• Exercise description: Each entry should be copied as it stands, leaving the pictures behind.

*** Listed entries

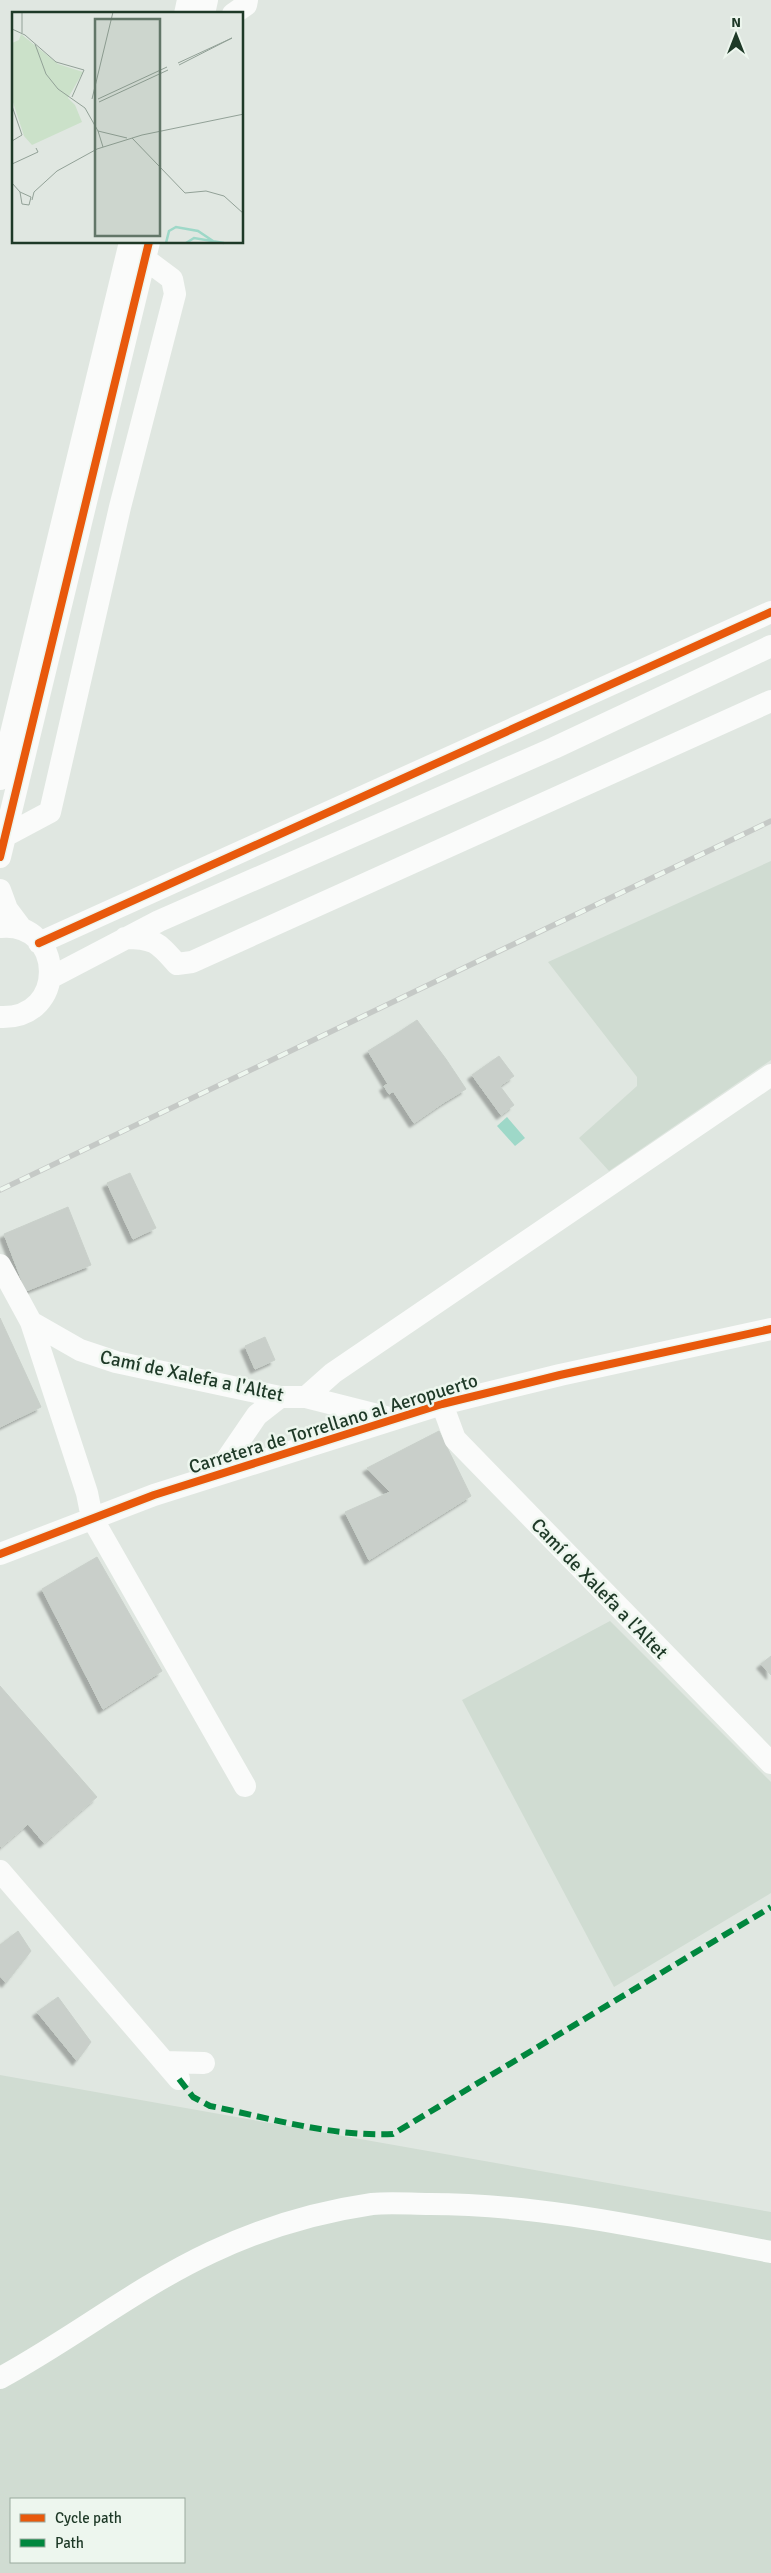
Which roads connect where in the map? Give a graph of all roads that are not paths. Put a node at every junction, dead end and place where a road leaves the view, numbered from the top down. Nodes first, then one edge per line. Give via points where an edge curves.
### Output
1 (247, 0) edge
2 (236, 12) edge
3 (130, 244) edge
4 (147, 251) edge
5 (771, 612) edge
6 (771, 646) edge
7 (771, 701) edge
8 (0, 780) edge
9 (2, 847) edge
10 (0, 890) edge
11 (21, 933) edge
12 (125, 938) junction
13 (50, 978) junction
14 (0, 1017) edge
15 (771, 1075) edge
16 (0, 1265) edge
17 (31, 1322) junction
18 (771, 1329) edge
19 (280, 1397) junction
20 (306, 1397) junction
21 (442, 1404) junction
22 (393, 1419) junction
23 (216, 1475) junction
24 (92, 1518) junction
25 (0, 1554) edge
26 (771, 1763) edge
27 (245, 1786) dead end
28 (0, 1871) edge
29 (164, 2062) junction
30 (204, 2063) dead end
31 (179, 2079) dead end
32 (771, 2252) edge
33 (0, 2378) edge

1 - 2 street via 246,5
3 - 8 street
4 - 9 street
4 - 9 street via 172,279 175,294 120,507 50,812
5 - 11 street
6 - 12 street via 554,748
7 - 12 street via 192,962 177,964 159,945 146,938
10 - 11 street
11 - 13 street via 50,963
12 - 13 street
13 - 14 street via 38,1004 11,1018
15 - 20 street via 333,1373
16 - 17 street
17 - 19 street, Camí de Xalefa a l'Altet via 80,1350 116,1362
17 - 24 street via 87,1493
18 - 21 street, Carretera de Torrellano al Aeropuerto
19 - 20 street, Camí de Xalefa a l'Altet
19 - 23 street via 257,1414
20 - 22 street, Camí de Xalefa a l'Altet
21 - 22 street, Carretera de Torrellano al Aeropuerto
21 - 26 street, Camí de Xalefa a l'Altet via 455,1439
22 - 23 street, Carretera de Torrellano al Aeropuerto
23 - 24 street, Carretera de Torrellano al Aeropuerto
24 - 25 street, Carretera de Torrellano al Aeropuerto
24 - 27 street
28 - 29 street
29 - 30 street
29 - 31 street
32 - 33 street via 598,2220 475,2204 374,2204 281,2223 211,2252 147,2287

******

• Result of the task:
Which roads connect where in the map? Give a graph of all roads that are not paths. Put a node at every junction, dead end and place where a road leaves the view, numbered from the top down. Nodes first, then one edge per line. Give via points where an edge curves.
### Output
1 (247, 0) edge
2 (236, 12) edge
3 (130, 244) edge
4 (147, 251) edge
5 (771, 612) edge
6 (771, 646) edge
7 (771, 701) edge
8 (0, 780) edge
9 (2, 847) edge
10 (0, 890) edge
11 (21, 933) edge
12 (125, 938) junction
13 (50, 978) junction
14 (0, 1017) edge
15 (771, 1075) edge
16 (0, 1265) edge
17 (31, 1322) junction
18 (771, 1329) edge
19 (280, 1397) junction
20 (306, 1397) junction
21 (442, 1404) junction
22 (393, 1419) junction
23 (216, 1475) junction
24 (92, 1518) junction
25 (0, 1554) edge
26 (771, 1763) edge
27 (245, 1786) dead end
28 (0, 1871) edge
29 (164, 2062) junction
30 (204, 2063) dead end
31 (179, 2079) dead end
32 (771, 2252) edge
33 (0, 2378) edge

1 - 2 street via 246,5
3 - 8 street
4 - 9 street
4 - 9 street via 172,279 175,294 120,507 50,812
5 - 11 street
6 - 12 street via 554,748
7 - 12 street via 192,962 177,964 159,945 146,938
10 - 11 street
11 - 13 street via 50,963
12 - 13 street
13 - 14 street via 38,1004 11,1018
15 - 20 street via 333,1373
16 - 17 street
17 - 19 street, Camí de Xalefa a l'Altet via 80,1350 116,1362
17 - 24 street via 87,1493
18 - 21 street, Carretera de Torrellano al Aeropuerto
19 - 20 street, Camí de Xalefa a l'Altet
19 - 23 street via 257,1414
20 - 22 street, Camí de Xalefa a l'Altet
21 - 22 street, Carretera de Torrellano al Aeropuerto
21 - 26 street, Camí de Xalefa a l'Altet via 455,1439
22 - 23 street, Carretera de Torrellano al Aeropuerto
23 - 24 street, Carretera de Torrellano al Aeropuerto
24 - 25 street, Carretera de Torrellano al Aeropuerto
24 - 27 street
28 - 29 street
29 - 30 street
29 - 31 street
32 - 33 street via 598,2220 475,2204 374,2204 281,2223 211,2252 147,2287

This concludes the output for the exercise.